TASK GOAL |
Reproduce, with no edits, the line that contains "index tip: (440, 189)" and all the lines that follow it, ending with the last line of the records.

Human pose images with coordinates |
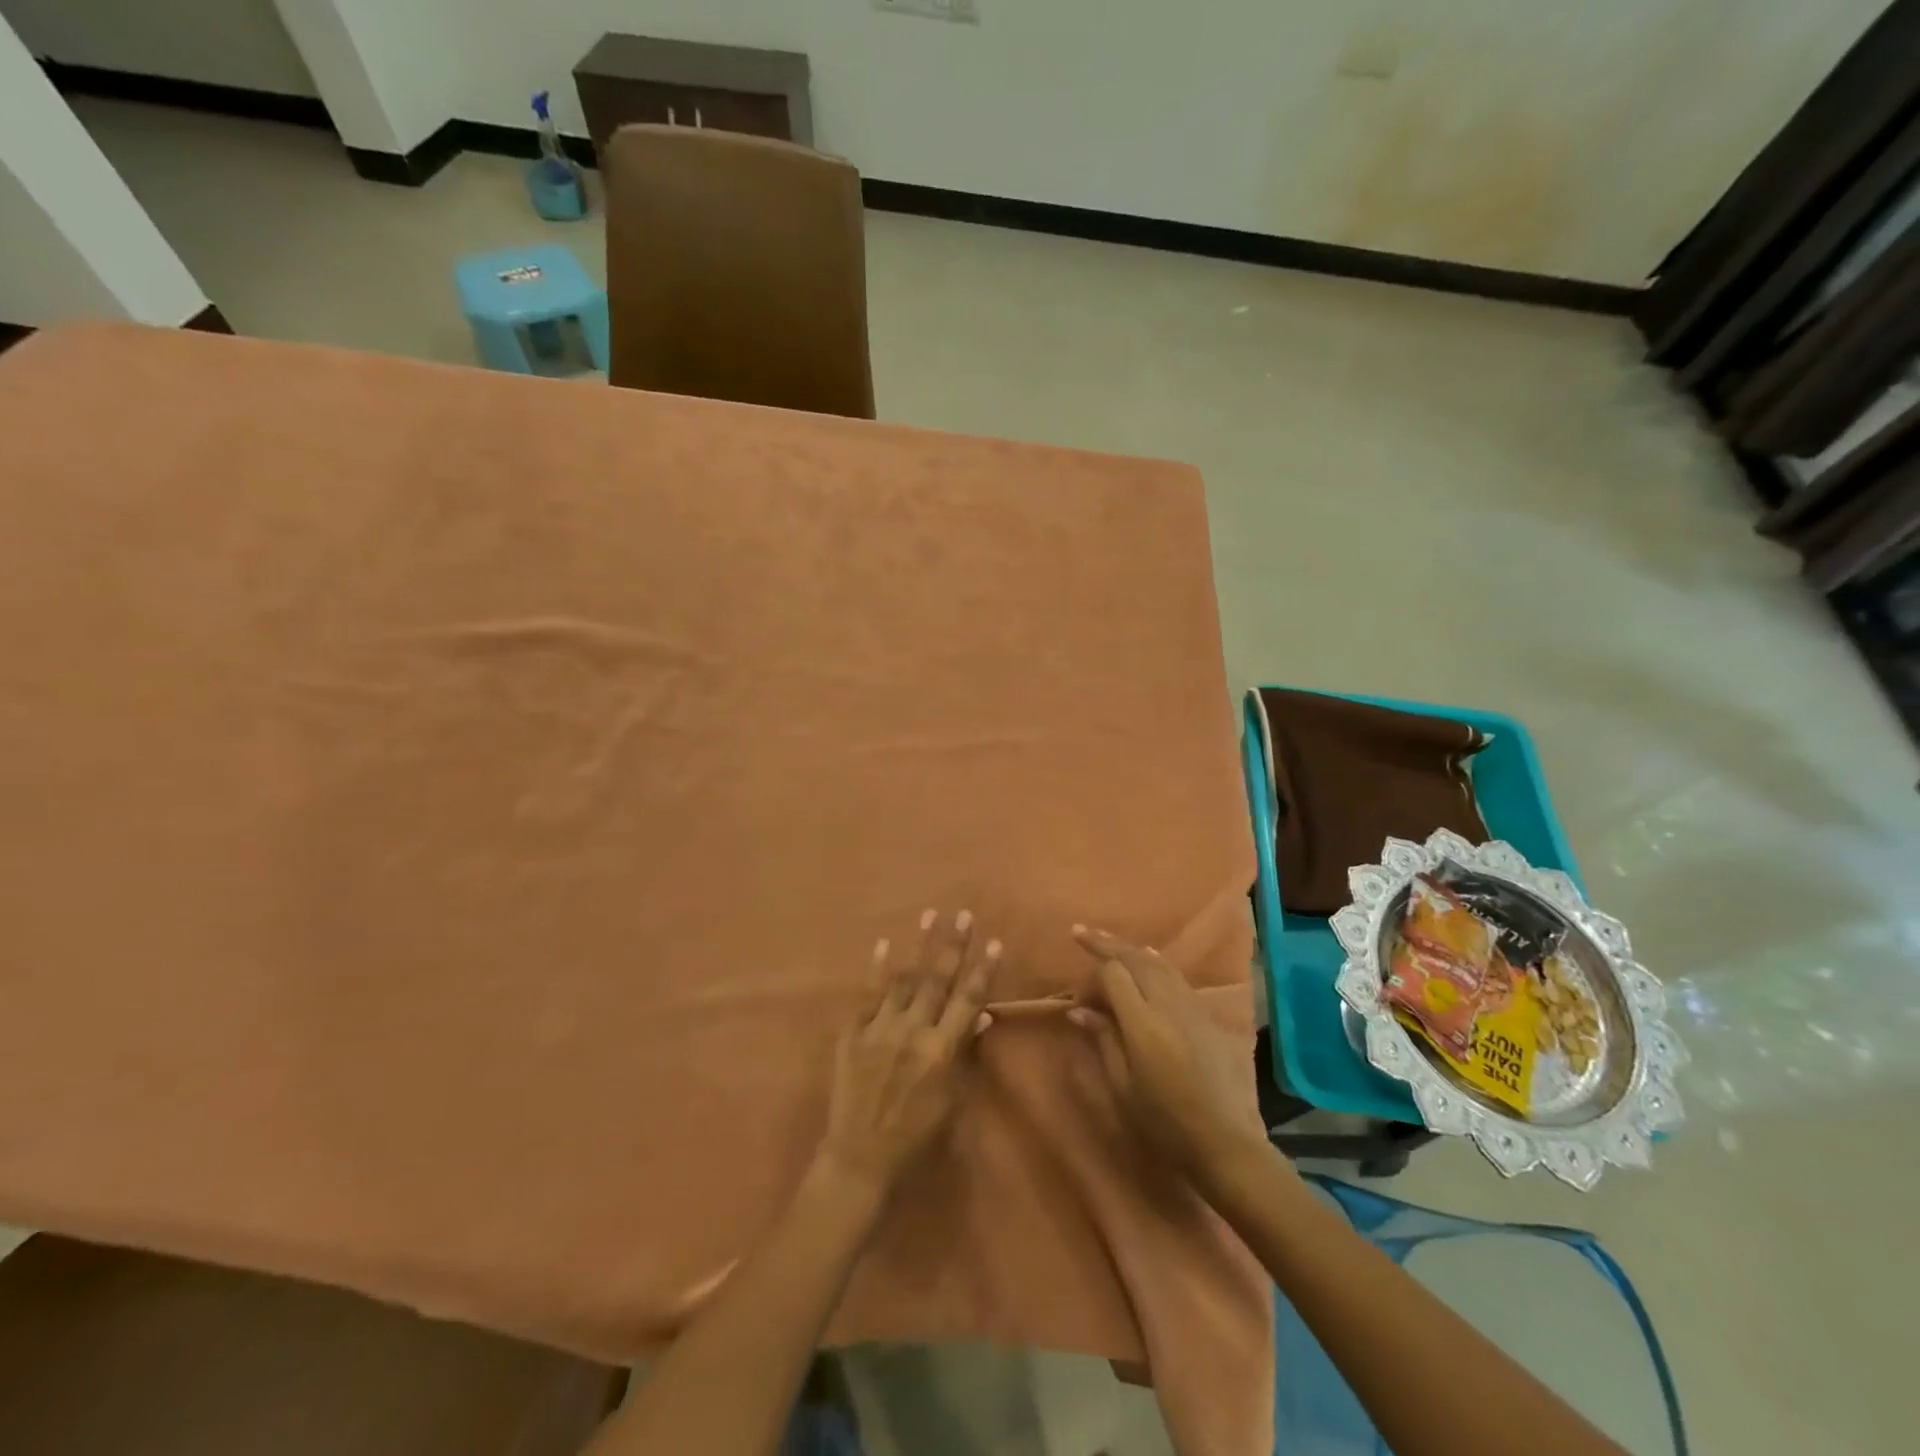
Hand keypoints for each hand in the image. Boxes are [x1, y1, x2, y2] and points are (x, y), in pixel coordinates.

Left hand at [817, 910, 1000, 1195]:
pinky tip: (883, 944)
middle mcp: (913, 1032)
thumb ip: (965, 1054)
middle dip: (953, 945)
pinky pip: (867, 994)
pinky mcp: (853, 1033)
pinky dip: (876, 969)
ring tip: (930, 915)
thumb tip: (981, 1015)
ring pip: (904, 978)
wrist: (860, 1158)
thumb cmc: (916, 1136)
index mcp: (941, 1051)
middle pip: (937, 980)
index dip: (983, 971)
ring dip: (919, 945)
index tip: (995, 942)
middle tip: (964, 914)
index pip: (968, 1000)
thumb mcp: (952, 1100)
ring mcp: (880, 1029)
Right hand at [1068, 925, 1266, 1187]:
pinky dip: (1156, 962)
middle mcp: (1168, 1005)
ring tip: (1110, 941)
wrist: (1224, 1142)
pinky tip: (1149, 959)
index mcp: (1143, 1024)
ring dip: (1131, 949)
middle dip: (1107, 943)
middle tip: (1081, 932)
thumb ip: (1102, 1040)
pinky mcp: (1206, 1015)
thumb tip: (1079, 1010)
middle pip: (1135, 958)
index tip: (1078, 997)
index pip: (1114, 974)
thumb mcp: (1122, 1087)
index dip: (1091, 975)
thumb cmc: (1164, 1122)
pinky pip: (1177, 975)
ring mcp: (1191, 1007)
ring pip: (1158, 962)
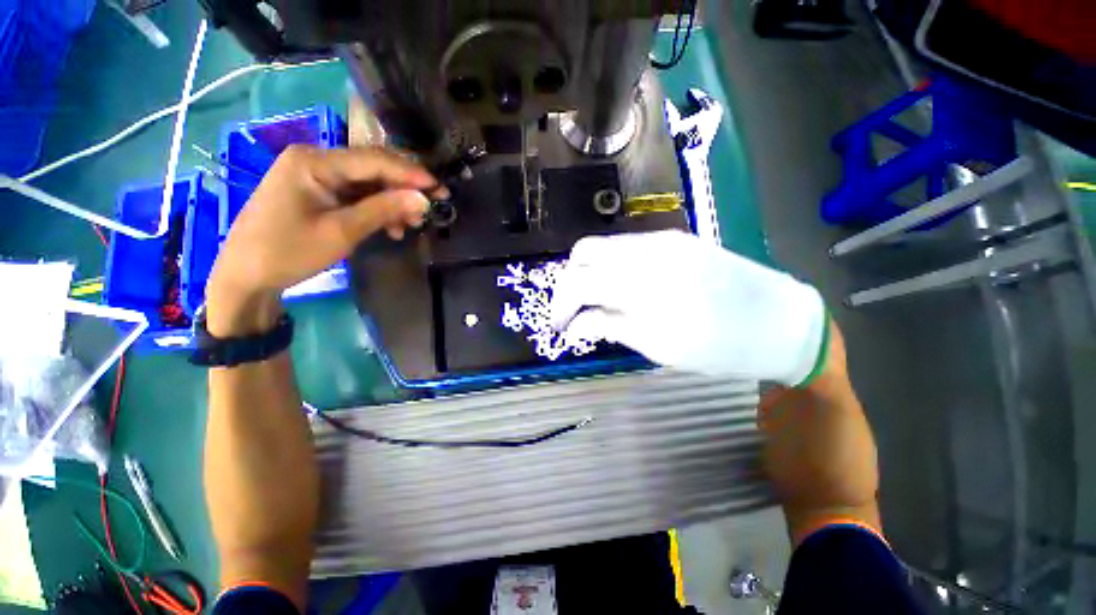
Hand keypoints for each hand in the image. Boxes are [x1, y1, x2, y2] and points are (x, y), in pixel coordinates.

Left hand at [206, 146, 445, 335]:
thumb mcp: (342, 231)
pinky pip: (356, 195)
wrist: (247, 274)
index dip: (411, 174)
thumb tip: (423, 199)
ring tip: (412, 223)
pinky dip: (376, 209)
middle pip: (372, 168)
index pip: (374, 160)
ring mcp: (315, 175)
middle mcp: (315, 160)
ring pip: (367, 183)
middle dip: (404, 188)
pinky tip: (391, 227)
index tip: (440, 189)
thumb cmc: (289, 251)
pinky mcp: (317, 192)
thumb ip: (383, 210)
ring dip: (392, 202)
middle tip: (432, 207)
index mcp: (314, 161)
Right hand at [549, 230, 827, 384]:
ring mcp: (662, 239)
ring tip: (596, 301)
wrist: (781, 321)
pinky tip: (622, 288)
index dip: (560, 304)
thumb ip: (610, 326)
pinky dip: (612, 266)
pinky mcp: (675, 239)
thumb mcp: (659, 346)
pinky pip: (627, 247)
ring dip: (590, 272)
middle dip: (569, 282)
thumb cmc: (720, 345)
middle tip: (575, 310)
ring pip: (604, 246)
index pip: (578, 280)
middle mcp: (645, 248)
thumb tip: (574, 325)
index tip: (560, 326)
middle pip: (584, 252)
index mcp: (641, 280)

TASK OUTPUT |
index tip: (440, 189)
thumb cmc: (289, 251)
pinky mcp: (317, 192)
thumb ip: (383, 210)
ring dip: (392, 202)
middle tip: (432, 207)
index mcp: (314, 161)
Right hand at [549, 230, 827, 384]:
ring mcp: (662, 239)
ring tip: (596, 301)
wrist: (781, 321)
pinky tip: (622, 288)
index dip: (560, 304)
thumb ip: (610, 326)
pinky dip: (612, 266)
pinky mcp: (675, 239)
thumb mcp: (659, 346)
pinky pip: (627, 247)
ring dip: (590, 272)
middle dip: (569, 282)
thumb cmc: (720, 345)
middle tip: (575, 310)
ring pip: (604, 246)
index pip: (578, 280)
middle mcp: (645, 248)
thumb tip: (574, 325)
index tip: (560, 326)
middle pip: (584, 252)
index mcp: (641, 280)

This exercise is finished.